# Work order:
Write only the count of lines that hold the word "roads" in the listing.

# Data:

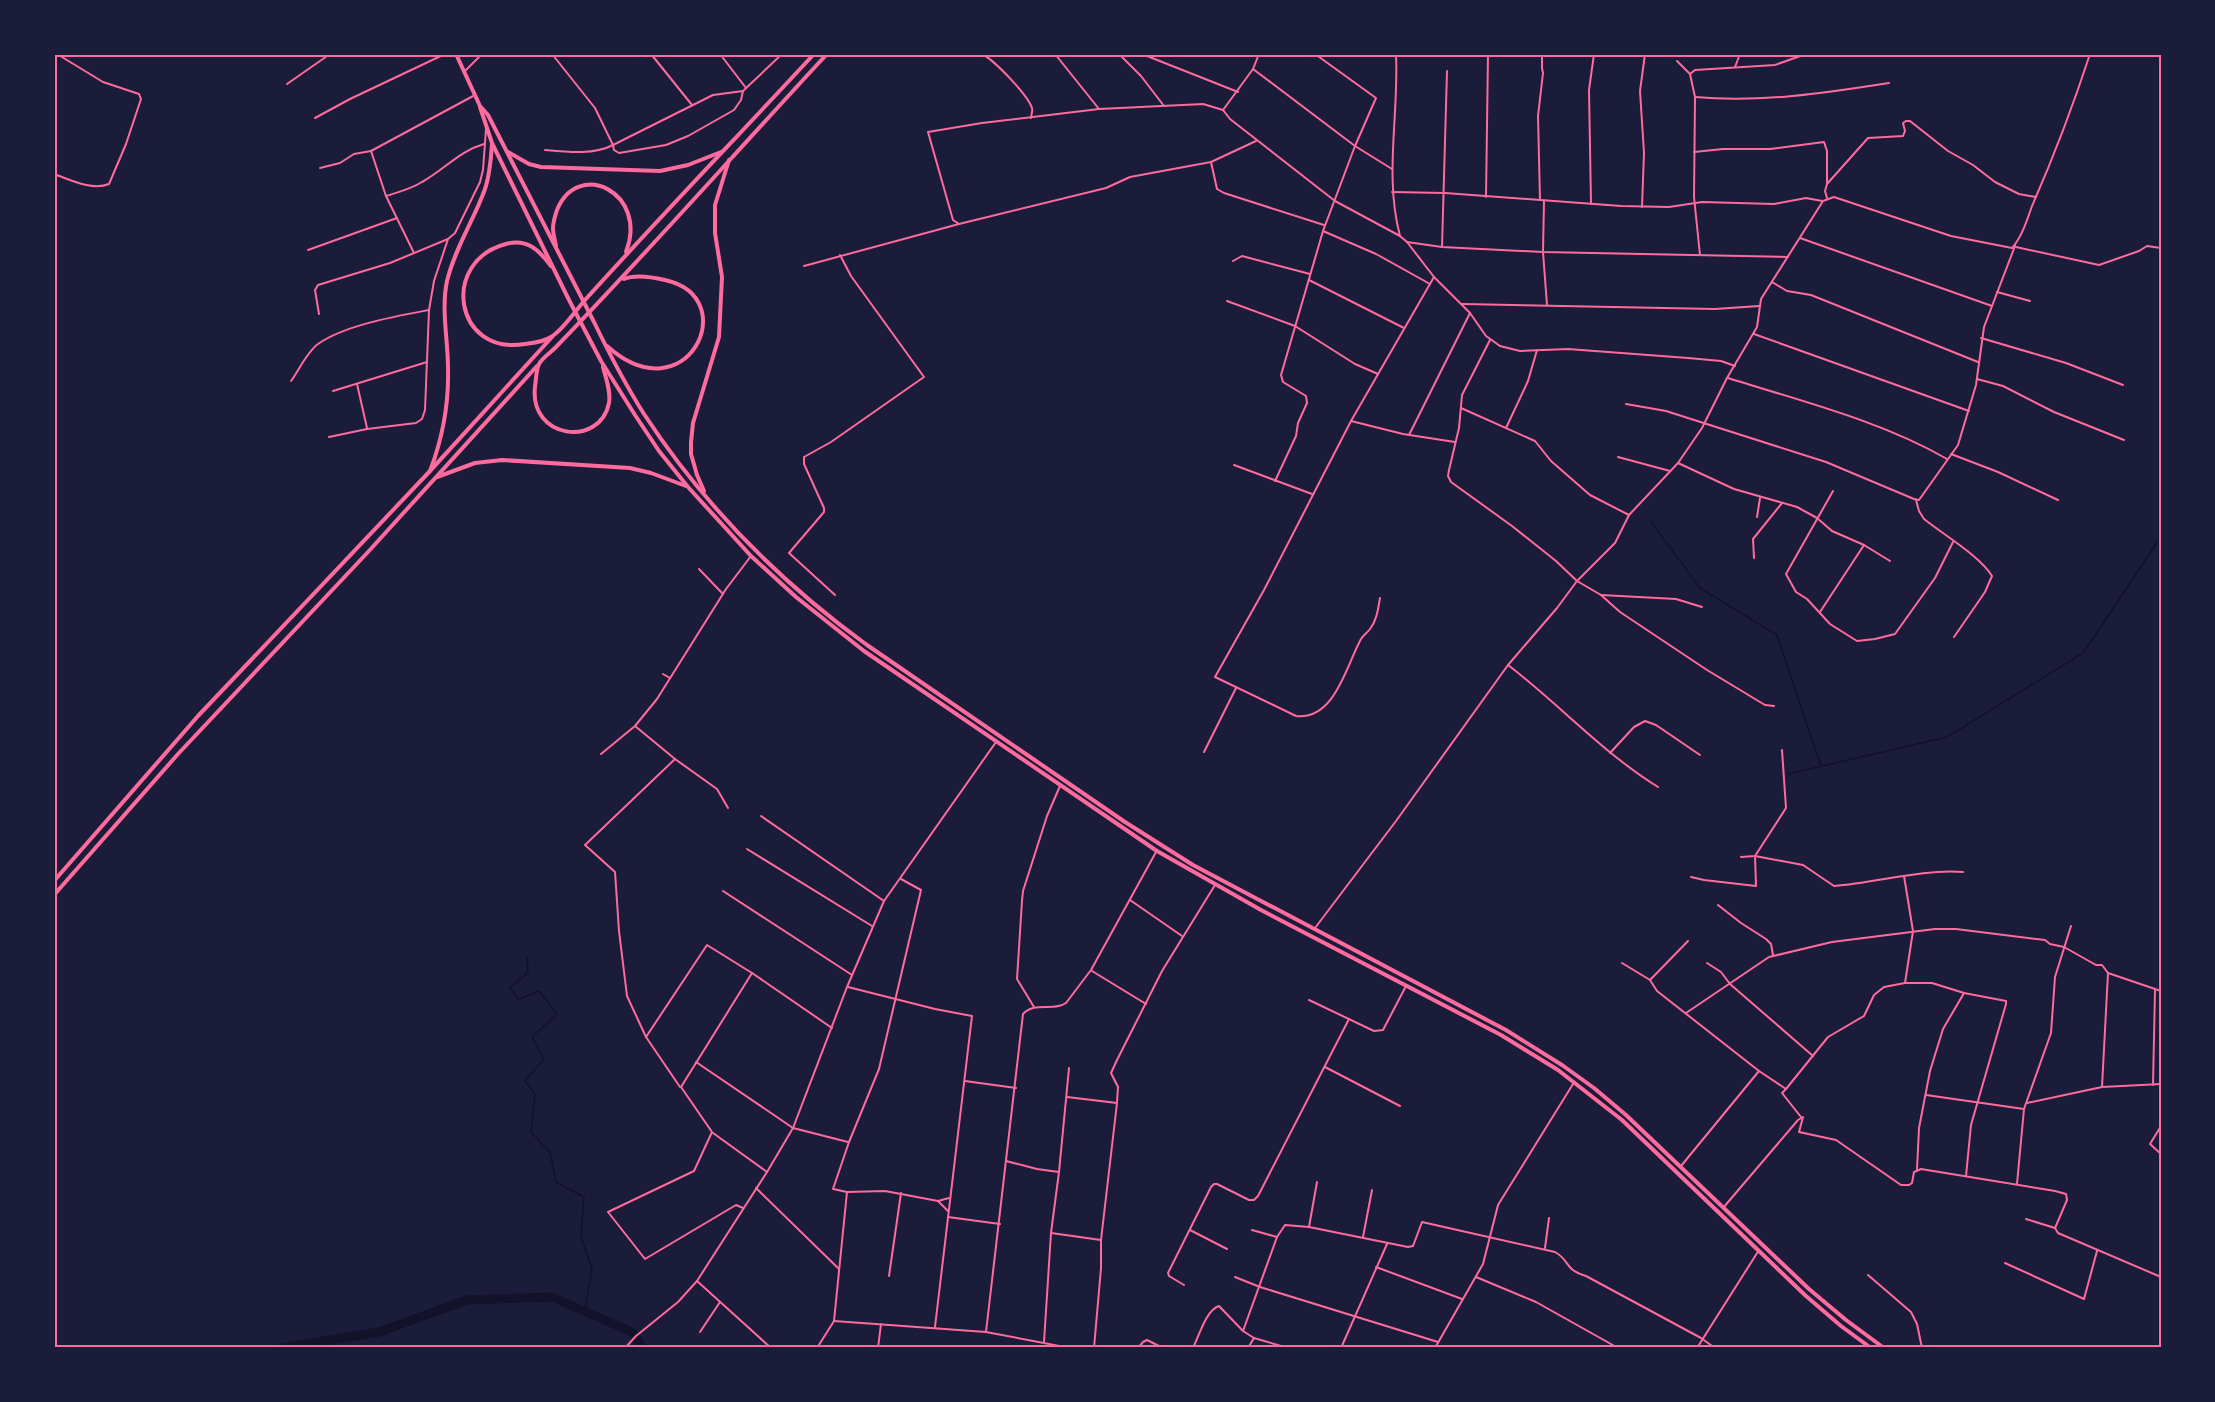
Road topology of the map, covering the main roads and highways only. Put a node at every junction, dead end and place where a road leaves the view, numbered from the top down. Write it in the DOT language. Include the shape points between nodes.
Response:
graph roads {
  1 [pos="456,54"];
  2 [pos="814,54"];
  3 [pos="827,54"];
  4 [pos="480,106"];
  5 [pos="492,143"];
  6 [pos="724,150"];
  7 [pos="506,152"];
  8 [pos="730,158"];
  9 [pos="557,250"];
  10 [pos="625,255"];
  11 [pos="559,279"];
  12 [pos="621,280"];
  13 [pos="552,337"];
  14 [pos="603,342"];
  15 [pos="602,361"];
  16 [pos="539,364"];
  17 [pos="430,471"];
  18 [pos="438,477"];
  19 [pos="688,487"];
  20 [pos="708,499"];
  21 [pos="704,506"];
  22 [pos="970,716"];
  23 [pos="966,722"];
  24 [pos="54,880"];
  25 [pos="54,895"];
  26 [pos="1697,1183"];
  27 [pos="1693,1187"];
  28 [pos="1871,1348"];
  29 [pos="1884,1348"];
  1 -- 4 [label="main road"];
  2 -- 6 [label="main road"];
  3 -- 8 [label="main road"];
  4 -- 5 [label="main road"];
  4 -- 7 [label="main road"];
  5 -- 11 [label="main road"];
  5 -- 17 [label="main road" via="485,188 447,283 447,403"];
  6 -- 7 [label="main road" via="673,169 647,172 541,167"];
  6 -- 10 [label="main road"];
  7 -- 9 [label="main road"];
  8 -- 12 [label="main road"];
  8 -- 20 [label="main road" via="715,205 722,287 719,337 691,442 697,475"];
  9 -- 10 [label="main road" via="553,227 560,204 574,190 594,185 616,193 627,209 632,229"];
  9 -- 14 [label="main road"];
  10 -- 13 [label="main road"];
  11 -- 13 [label="main road" via="539,251 531,245 512,243 494,249 476,262 462,292 469,322 494,342 514,346"];
  11 -- 15 [label="main road"];
  12 -- 14 [label="main road" via="638,276 681,285 697,300 701,310 701,338 683,360 664,368 635,364"];
  12 -- 16 [label="main road"];
  13 -- 17 [label="main road"];
  14 -- 20 [label="main road" via="643,413"];
  15 -- 16 [label="main road" via="610,395 606,411 596,424 570,433 551,426 540,416 535,393"];
  15 -- 19 [label="main road" via="646,432"];
  16 -- 18 [label="main road"];
  17 -- 24 [label="main road" via="198,716"];
  18 -- 19 [label="main road" via="475,463 502,460 630,468"];
  18 -- 25 [label="main road" via="178,754"];
  19 -- 21 [label="main road"];
  20 -- 21 [label="main road"];
  20 -- 22 [label="main road" via="777,572 829,617"];
  21 -- 23 [label="main road" via="813,611"];
  22 -- 23 [label="main road"];
  22 -- 26 [label="main road" via="1171,851 1546,1054 1608,1100"];
  23 -- 27 [label="main road" via="1157,851 1215,885 1520,1046 1574,1081 1622,1120"];
  26 -- 27 [label="main road"];
  26 -- 29 [label="main road" via="1809,1289"];
  27 -- 28 [label="main road" via="1824,1312"];
}
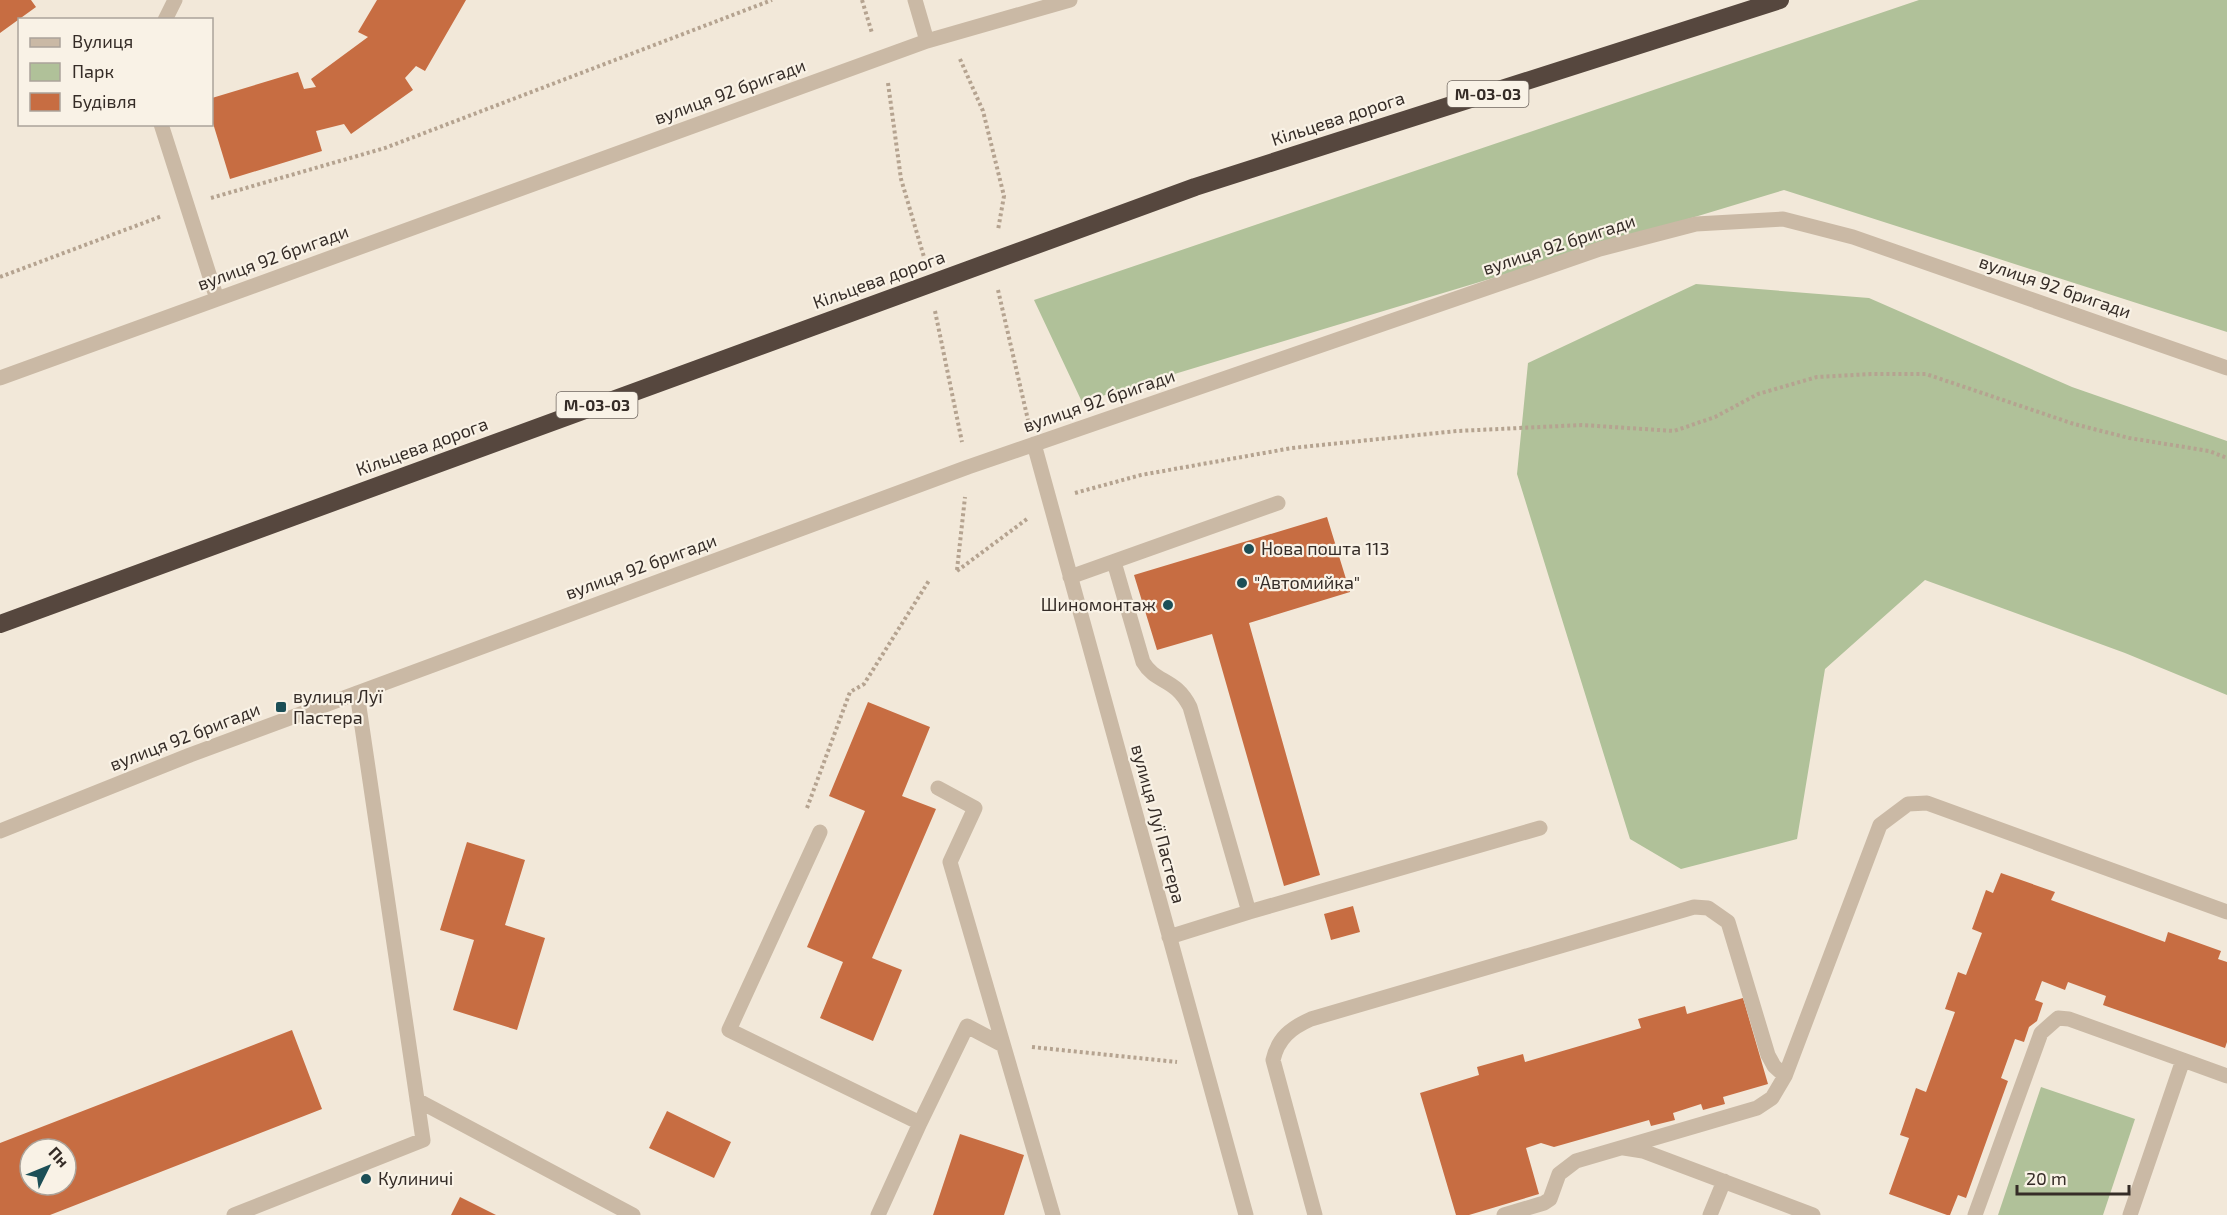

# Solution to this problem:
2